- Exercise aim -
Count how many lines in the material below hold the word "hand"; the reply is that number alone.

- Dataset records -

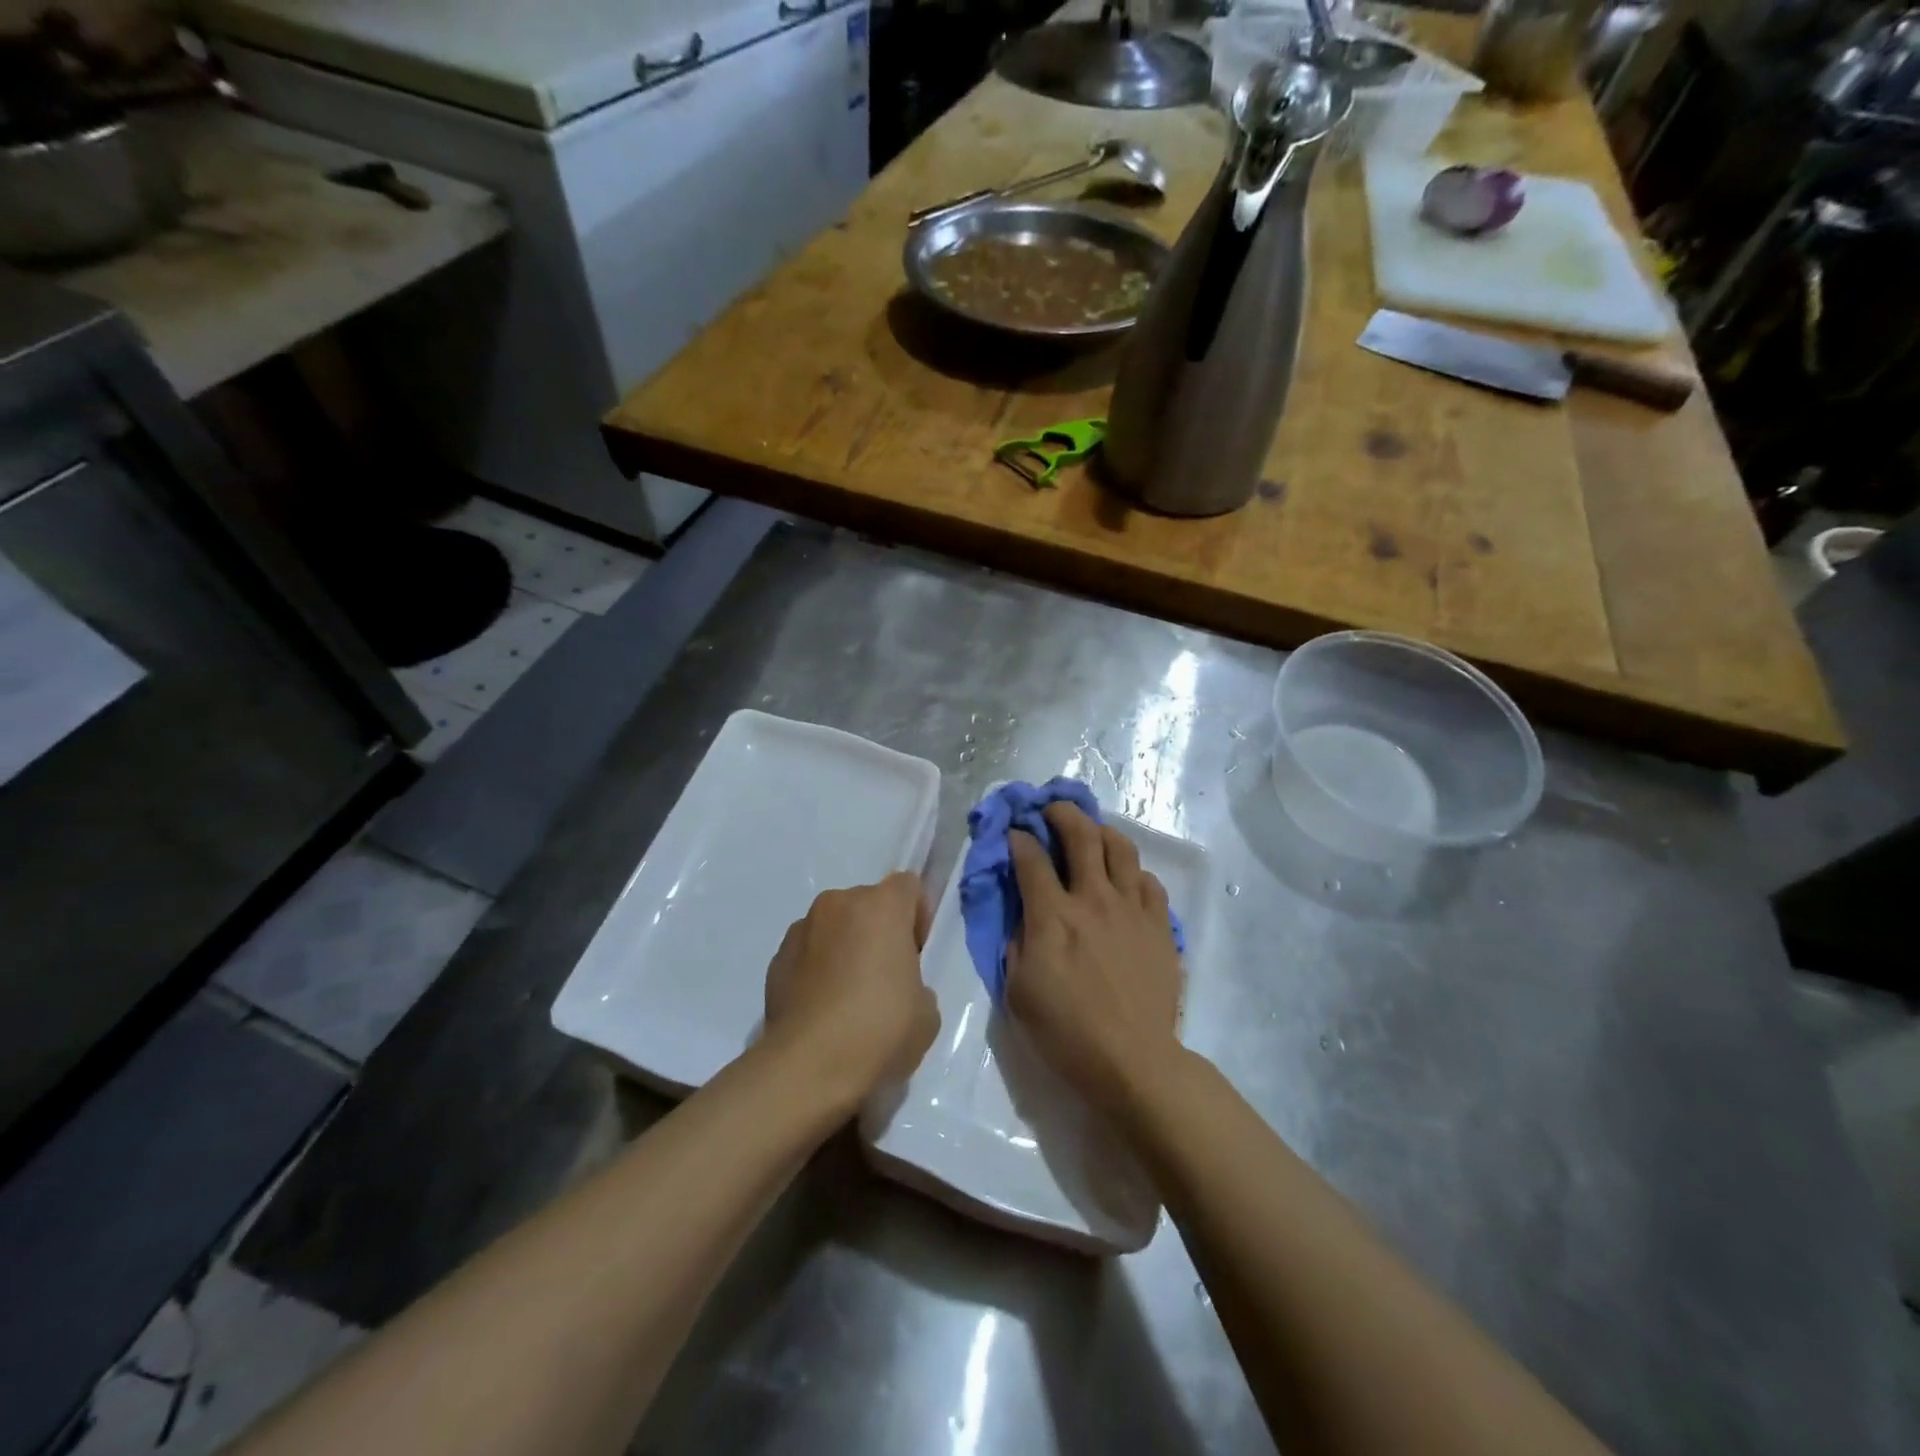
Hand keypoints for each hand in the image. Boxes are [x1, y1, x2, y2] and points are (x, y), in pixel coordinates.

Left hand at [763, 872, 939, 1110]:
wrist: (808, 1068)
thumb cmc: (880, 1030)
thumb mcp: (926, 1011)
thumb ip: (916, 982)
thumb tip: (896, 986)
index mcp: (881, 906)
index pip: (908, 886)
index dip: (917, 916)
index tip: (916, 954)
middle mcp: (838, 904)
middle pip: (868, 905)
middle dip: (878, 931)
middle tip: (885, 978)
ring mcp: (801, 929)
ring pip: (834, 927)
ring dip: (844, 948)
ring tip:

- Answer for this exercise -
2